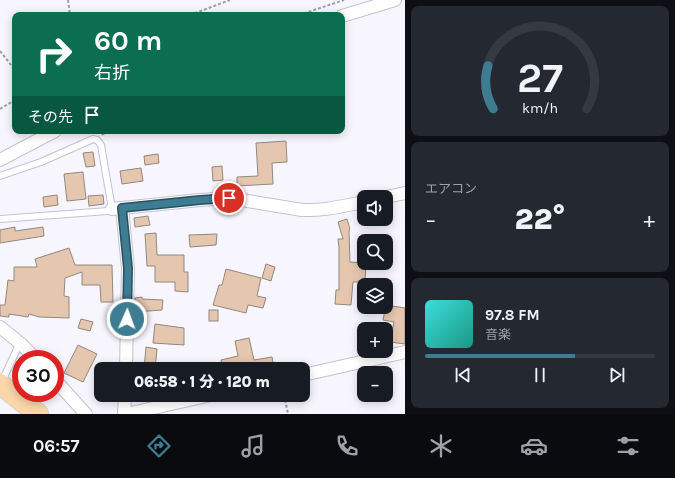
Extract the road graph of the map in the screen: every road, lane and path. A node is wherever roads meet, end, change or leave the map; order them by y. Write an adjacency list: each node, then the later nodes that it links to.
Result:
1 (68, 0): 5 (path)
2 (230, 0): 6 (path)
3 (344, 0): 7 (path)
4 (395, 0): 8 (street)
5 (70, 12)
6 (198, 12)
7 (308, 12)
8 (345, 15)
9 (0, 52): 10 (path)
10 (12, 66)
11 (12, 102): 12 (path)
12 (0, 109)
13 (49, 134): 14 (street)
14 (0, 160)
15 (0, 176): 19 (lane)
16 (405, 193): 17 (street)
17 (393, 196)
18 (357, 203): 19 (street)
19 (117, 209): 20 (lane); 25 (street)
20 (0, 219)
21 (0, 327): 22 (street)
22 (21, 344): 23 (street); 27 (lane)
23 (27, 350)
24 (405, 352): 26 (street)
25 (126, 362)
26 (310, 373)
27 (2, 379): 33 (main road)
28 (64, 390): 34 (street)
29 (125, 402): 32 (street)
30 (179, 402): 32 (street)
31 (285, 402): 35 (path)
32 (124, 413)
33 (38, 414)
34 (86, 414)
35 (288, 414)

Instructions for the task:
Leave the pictures out and print every record exactly.

Written solution:
Extract the road graph of the map in the screen: every road, lane and path. A node is wherever roads meet, end, change or leave the map; order them by y. Write an adjacency list: each node, then the later nodes that it links to.
Result:
1 (68, 0): 5 (path)
2 (230, 0): 6 (path)
3 (344, 0): 7 (path)
4 (395, 0): 8 (street)
5 (70, 12)
6 (198, 12)
7 (308, 12)
8 (345, 15)
9 (0, 52): 10 (path)
10 (12, 66)
11 (12, 102): 12 (path)
12 (0, 109)
13 (49, 134): 14 (street)
14 (0, 160)
15 (0, 176): 19 (lane)
16 (405, 193): 17 (street)
17 (393, 196)
18 (357, 203): 19 (street)
19 (117, 209): 20 (lane); 25 (street)
20 (0, 219)
21 (0, 327): 22 (street)
22 (21, 344): 23 (street); 27 (lane)
23 (27, 350)
24 (405, 352): 26 (street)
25 (126, 362)
26 (310, 373)
27 (2, 379): 33 (main road)
28 (64, 390): 34 (street)
29 (125, 402): 32 (street)
30 (179, 402): 32 (street)
31 (285, 402): 35 (path)
32 (124, 413)
33 (38, 414)
34 (86, 414)
35 (288, 414)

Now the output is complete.